Whenever I watch someone perform a magic trick, I wonder, “How did they do that?” In vain – as everyone knows, a magician will never reveal their tricks.
Yet, it’s a different matter with academics. Although you might first wonder how the respected and eminent researcher or research group obtained the results they did when reading the first paragraphs of their journal article, you won’t have to for long. Unlike magicians, academics can and should disclose their “tricks”.
Unlike magicians, academics can and should disclose their “tricks”.
Open science is a disruptive phenomenon that is emerging around the world within the scientific community and policymakers and which aims to form novel ways to create and disseminate new knowledge. Furthermore, it is accompanied by a vivid discourse that encompasses change concerning future of scientific knowledge creation and dissemination; a discourse whose lowest common denomination is that scientific research in the near future somehow needs to open up more.
More specifically, open science is about extending the principles of openness to the whole research cycle fostering sharing and collaboration as early as possible. Thus it entails a systemic change to the way research is done. According to open science, each step of the scientific research process should be transparent and accessible, whether it’s the conception, methodology, study design, data collection, results, outputs, or the relationship between research and the rest of society.
The intention is not only to advance the credibility of scientific results among different audiences but also to improve the quality of research itself and making impact of the research more visible. Thus, open science brings about socio-cultural and technological change, based on openness and connectivity, on how research is designed, performed, captured, and assessed.

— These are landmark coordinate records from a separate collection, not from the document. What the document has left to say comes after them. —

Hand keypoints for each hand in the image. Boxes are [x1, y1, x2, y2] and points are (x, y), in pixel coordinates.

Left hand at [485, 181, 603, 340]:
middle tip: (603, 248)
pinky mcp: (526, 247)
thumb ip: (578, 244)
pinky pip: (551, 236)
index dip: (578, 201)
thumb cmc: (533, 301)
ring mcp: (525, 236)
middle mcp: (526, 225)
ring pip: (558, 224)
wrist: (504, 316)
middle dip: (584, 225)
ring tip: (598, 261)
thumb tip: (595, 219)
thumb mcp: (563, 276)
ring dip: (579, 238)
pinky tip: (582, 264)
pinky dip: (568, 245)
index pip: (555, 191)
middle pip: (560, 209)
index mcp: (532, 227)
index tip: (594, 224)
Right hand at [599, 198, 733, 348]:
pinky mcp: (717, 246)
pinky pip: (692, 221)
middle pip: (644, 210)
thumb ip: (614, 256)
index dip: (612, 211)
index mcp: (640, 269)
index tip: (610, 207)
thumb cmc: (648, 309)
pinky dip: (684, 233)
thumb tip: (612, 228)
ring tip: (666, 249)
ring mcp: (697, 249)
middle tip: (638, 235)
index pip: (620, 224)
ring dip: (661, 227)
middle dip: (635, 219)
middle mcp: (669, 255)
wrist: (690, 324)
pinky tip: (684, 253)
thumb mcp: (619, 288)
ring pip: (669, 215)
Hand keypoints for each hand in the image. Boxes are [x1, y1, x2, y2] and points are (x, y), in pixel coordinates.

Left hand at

Open science is the key for academic institutions to become a part of change and improvement. More importantly, open science allows for increased communication within and across disciplines and stakeholders. It can also encourage diverse, innovative and disruptive approaches and solutions. Yet, open science can make academic institutions more inclusionary. The issue is not just about access but also participation. Thus, the open science can help academic institutions to fulfill their missions by sharing, discussing and co-creating research outputs so they have the quickest and broadest impact.

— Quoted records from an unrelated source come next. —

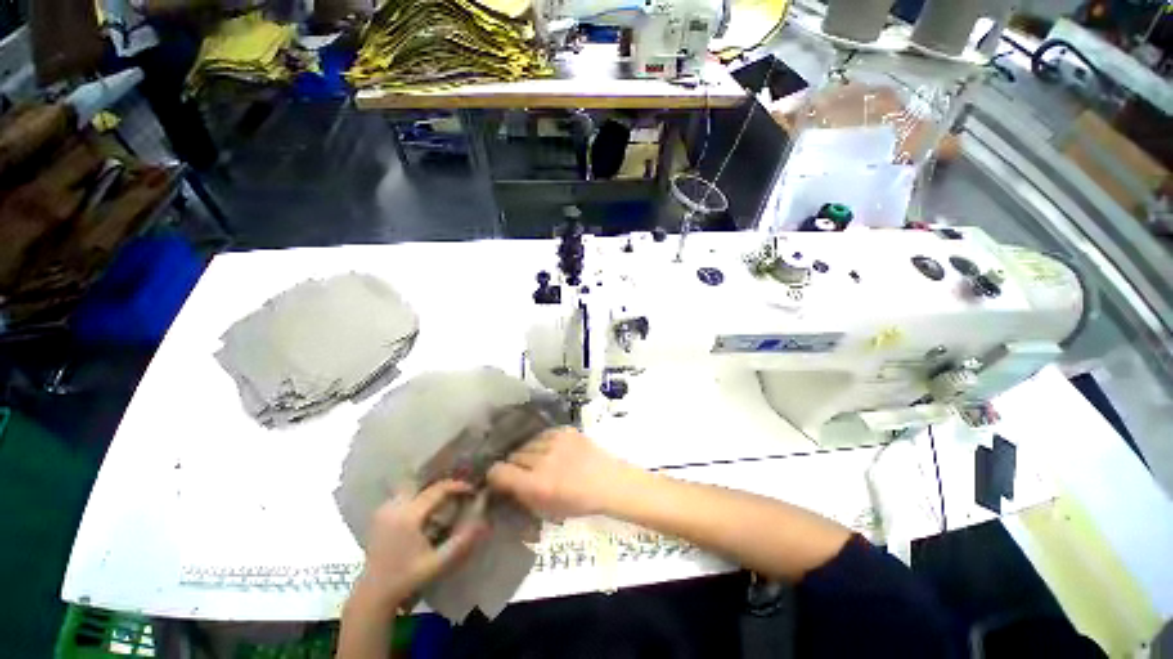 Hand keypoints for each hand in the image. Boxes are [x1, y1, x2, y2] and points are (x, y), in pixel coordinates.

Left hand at [354, 480, 487, 609]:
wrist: (373, 594)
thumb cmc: (407, 579)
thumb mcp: (438, 563)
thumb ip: (461, 542)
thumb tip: (483, 521)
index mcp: (409, 516)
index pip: (438, 490)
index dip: (458, 486)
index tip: (472, 490)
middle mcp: (395, 507)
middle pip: (425, 485)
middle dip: (444, 486)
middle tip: (460, 493)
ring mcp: (384, 509)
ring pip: (414, 488)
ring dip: (430, 491)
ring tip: (446, 499)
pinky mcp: (379, 515)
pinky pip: (403, 496)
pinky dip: (418, 497)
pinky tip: (426, 509)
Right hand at [487, 427, 631, 518]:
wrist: (608, 481)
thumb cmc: (578, 502)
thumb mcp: (545, 510)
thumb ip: (521, 496)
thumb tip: (503, 483)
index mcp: (537, 484)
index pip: (499, 471)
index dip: (495, 475)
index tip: (498, 478)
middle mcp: (543, 459)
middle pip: (513, 455)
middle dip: (514, 465)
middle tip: (523, 471)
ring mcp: (555, 441)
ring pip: (527, 443)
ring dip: (529, 452)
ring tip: (539, 459)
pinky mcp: (565, 430)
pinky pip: (543, 434)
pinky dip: (543, 442)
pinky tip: (552, 450) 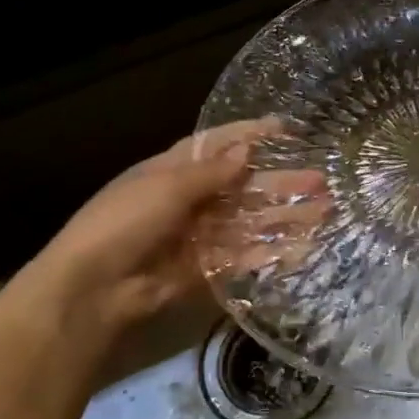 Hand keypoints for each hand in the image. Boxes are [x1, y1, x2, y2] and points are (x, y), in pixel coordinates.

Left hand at [0, 122, 318, 367]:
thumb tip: (247, 151)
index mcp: (173, 170)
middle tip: (322, 180)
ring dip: (286, 216)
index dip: (252, 135)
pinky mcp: (207, 269)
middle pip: (244, 186)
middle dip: (281, 182)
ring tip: (325, 211)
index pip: (218, 145)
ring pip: (251, 222)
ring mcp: (200, 235)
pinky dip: (272, 252)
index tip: (288, 130)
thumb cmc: (124, 222)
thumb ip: (211, 172)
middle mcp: (190, 199)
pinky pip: (245, 256)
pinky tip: (303, 247)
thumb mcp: (165, 187)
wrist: (93, 288) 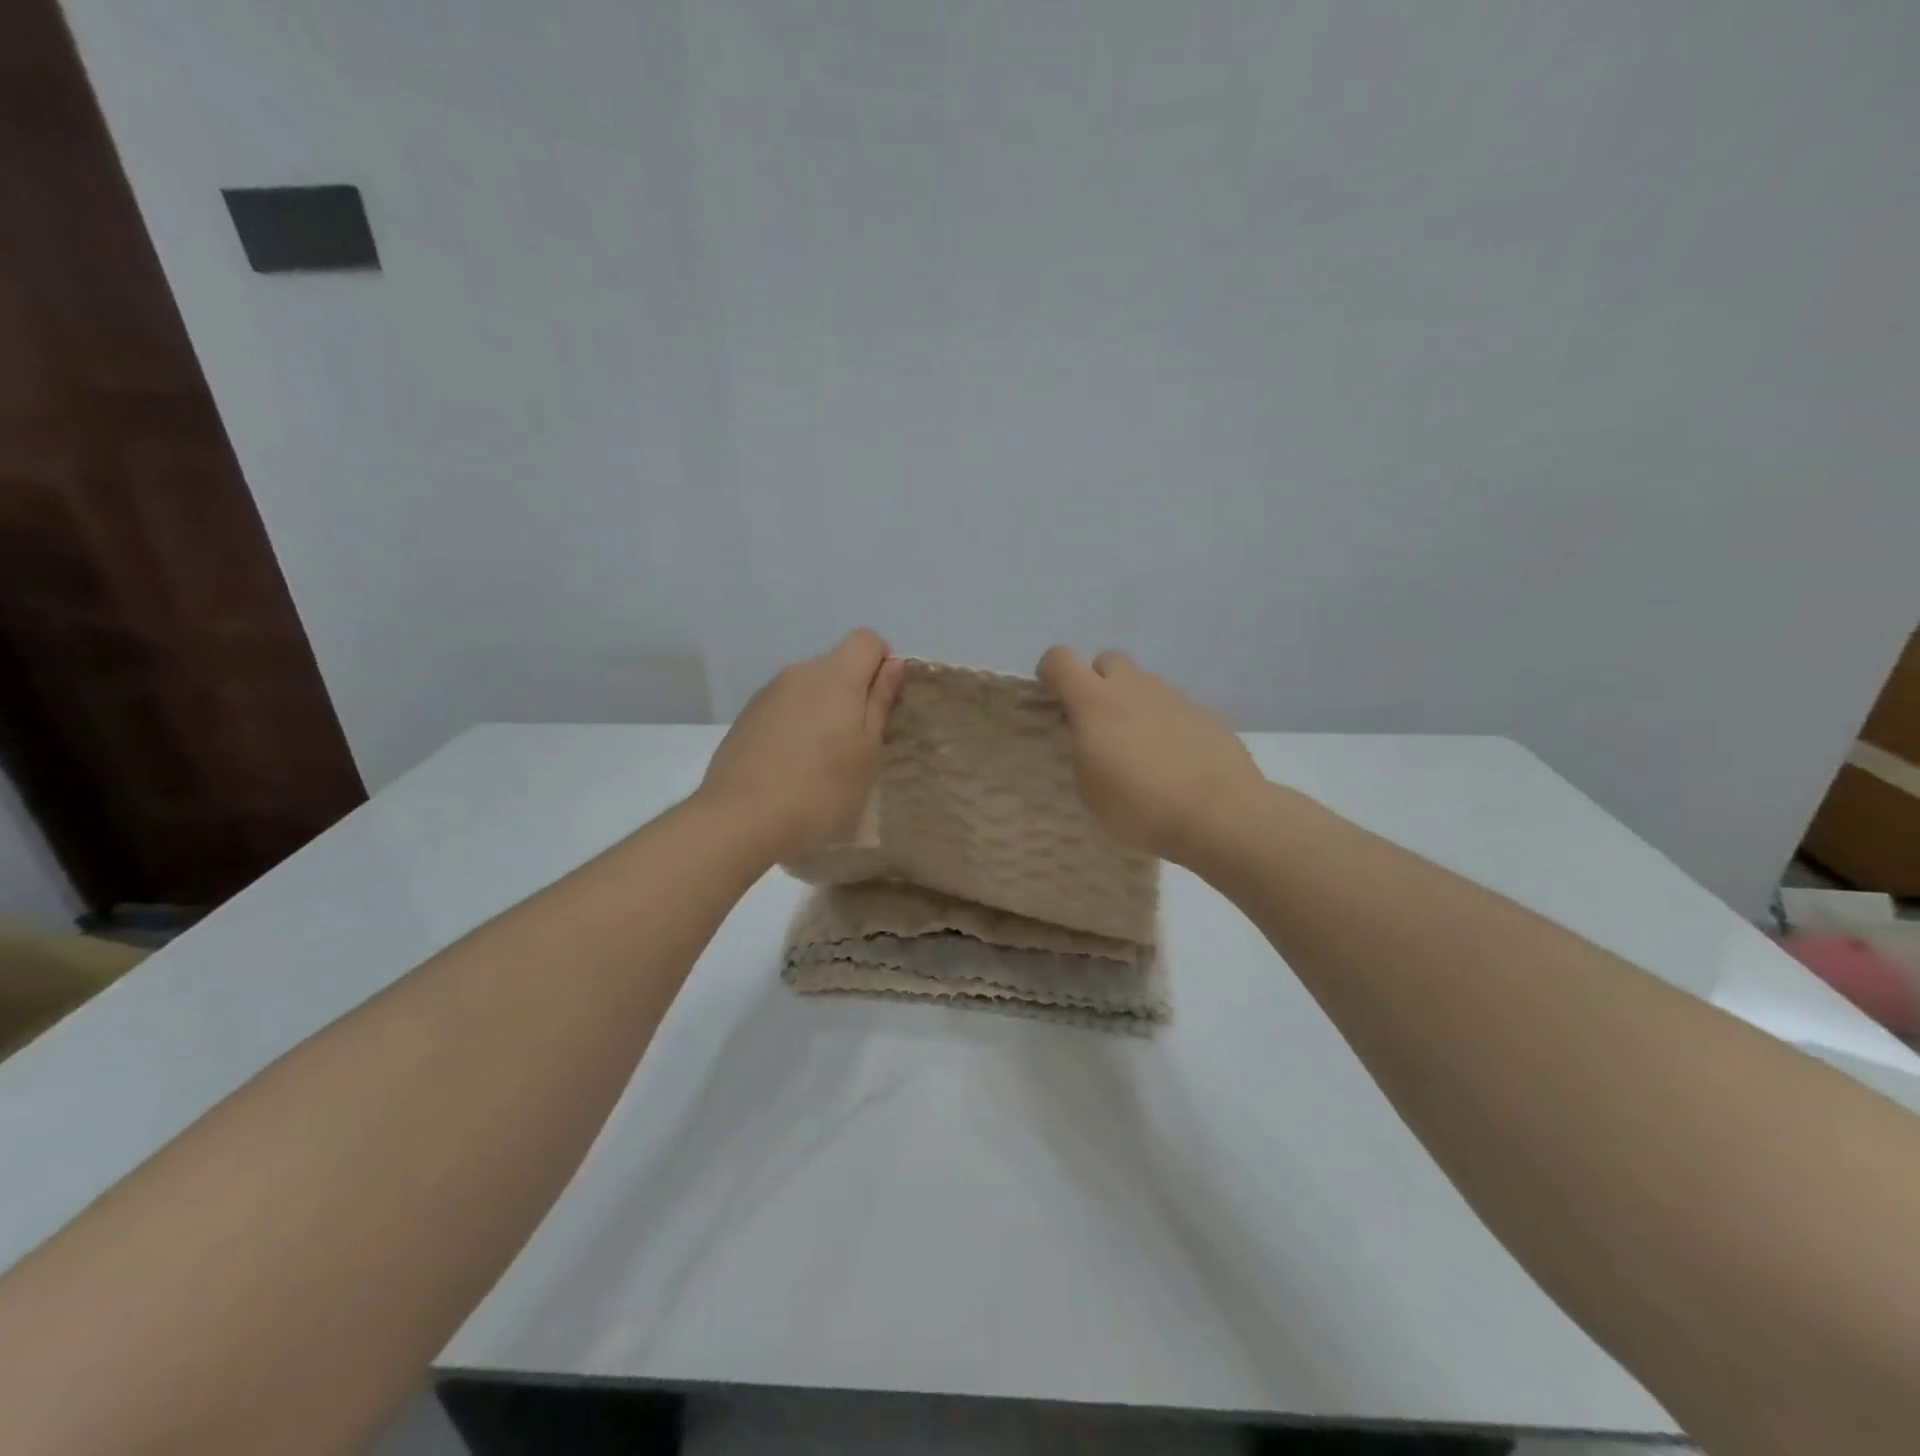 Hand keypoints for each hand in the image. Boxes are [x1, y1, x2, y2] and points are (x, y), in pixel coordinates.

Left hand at [698, 629, 908, 860]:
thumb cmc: (821, 789)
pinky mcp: (746, 717)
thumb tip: (893, 663)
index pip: (867, 639)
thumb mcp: (867, 751)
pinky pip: (784, 707)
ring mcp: (768, 693)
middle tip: (857, 744)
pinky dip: (796, 725)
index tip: (884, 707)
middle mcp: (799, 672)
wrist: (741, 818)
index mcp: (835, 675)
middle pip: (837, 663)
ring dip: (823, 710)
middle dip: (854, 692)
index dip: (882, 665)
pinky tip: (791, 766)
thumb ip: (880, 701)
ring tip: (822, 761)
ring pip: (809, 687)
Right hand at [1035, 646, 1264, 866]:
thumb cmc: (1141, 807)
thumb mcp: (1090, 791)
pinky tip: (1173, 761)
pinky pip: (1174, 708)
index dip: (1050, 672)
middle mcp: (1134, 687)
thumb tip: (1093, 742)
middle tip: (1098, 724)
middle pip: (1107, 660)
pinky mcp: (1206, 713)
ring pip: (1144, 684)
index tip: (1053, 698)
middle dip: (1097, 682)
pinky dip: (1166, 724)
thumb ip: (1083, 753)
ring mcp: (1174, 697)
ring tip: (1139, 750)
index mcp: (1095, 702)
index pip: (1060, 658)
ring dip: (1134, 704)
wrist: (1221, 814)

Open science is the key for academic institutions to become a part of change and improvement. More importantly, open science allows for increased communication within and across disciplines and stakeholders.

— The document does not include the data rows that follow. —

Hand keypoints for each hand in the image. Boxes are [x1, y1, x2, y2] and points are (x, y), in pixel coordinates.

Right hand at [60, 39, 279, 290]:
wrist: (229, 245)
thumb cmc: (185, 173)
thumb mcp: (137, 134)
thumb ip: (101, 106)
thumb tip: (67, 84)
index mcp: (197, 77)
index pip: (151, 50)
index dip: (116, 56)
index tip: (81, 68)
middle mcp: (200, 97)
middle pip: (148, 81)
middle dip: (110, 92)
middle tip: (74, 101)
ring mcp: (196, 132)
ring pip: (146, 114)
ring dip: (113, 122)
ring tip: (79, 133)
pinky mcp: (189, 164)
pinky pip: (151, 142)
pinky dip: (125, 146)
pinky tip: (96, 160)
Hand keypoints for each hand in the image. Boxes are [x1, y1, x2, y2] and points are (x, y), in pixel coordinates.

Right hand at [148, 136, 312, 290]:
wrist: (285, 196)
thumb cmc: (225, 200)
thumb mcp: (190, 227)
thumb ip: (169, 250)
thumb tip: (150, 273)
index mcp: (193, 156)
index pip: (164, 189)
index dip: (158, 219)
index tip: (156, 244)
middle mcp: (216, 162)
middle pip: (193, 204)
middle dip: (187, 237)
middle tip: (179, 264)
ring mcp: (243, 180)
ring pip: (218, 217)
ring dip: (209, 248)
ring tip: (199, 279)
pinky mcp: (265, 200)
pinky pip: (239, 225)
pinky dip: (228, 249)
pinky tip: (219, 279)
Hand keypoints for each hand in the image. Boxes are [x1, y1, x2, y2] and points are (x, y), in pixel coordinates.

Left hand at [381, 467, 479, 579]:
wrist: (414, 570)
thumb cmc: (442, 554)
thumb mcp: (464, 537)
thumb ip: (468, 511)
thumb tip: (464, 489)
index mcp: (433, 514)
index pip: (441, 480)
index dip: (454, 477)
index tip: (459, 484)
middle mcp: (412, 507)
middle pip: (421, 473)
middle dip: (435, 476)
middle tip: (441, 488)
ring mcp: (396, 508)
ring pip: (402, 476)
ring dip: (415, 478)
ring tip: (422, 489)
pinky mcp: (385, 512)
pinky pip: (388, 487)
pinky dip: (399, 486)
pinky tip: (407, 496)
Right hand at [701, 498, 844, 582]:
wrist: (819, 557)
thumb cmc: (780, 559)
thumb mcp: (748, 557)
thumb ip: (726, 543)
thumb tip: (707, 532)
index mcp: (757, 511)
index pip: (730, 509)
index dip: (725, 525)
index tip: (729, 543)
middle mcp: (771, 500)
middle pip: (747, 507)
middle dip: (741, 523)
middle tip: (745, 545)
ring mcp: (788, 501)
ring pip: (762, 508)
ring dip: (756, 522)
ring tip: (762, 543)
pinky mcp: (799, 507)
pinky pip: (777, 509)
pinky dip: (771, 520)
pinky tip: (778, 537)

The University of Turku is at the forefront of open science. They want to develop a culture where everyone operates by the principles of open science. They ensure the support for the researchers in advancing openness throughout the research cycle and provide access to research as early as possible to enable open collaboration with companies, practitioners, citizens, and other stakeholders. Thus, they are currently on their way to create Open Science Accelerator (Avoimen tieteen kiihdyttämö) to allow everyone to get inspired by open science.
The aim is to engage and co-create together with a diversity of stakeholders that are directly or indirectly involved in scientific research processes for new and innovative research practices that are in line with the principles of open science. Moreover, the Open Science Accelerator will be at the centre of redefining the new normal, shaping the ways the research is carried out and communicated in the future.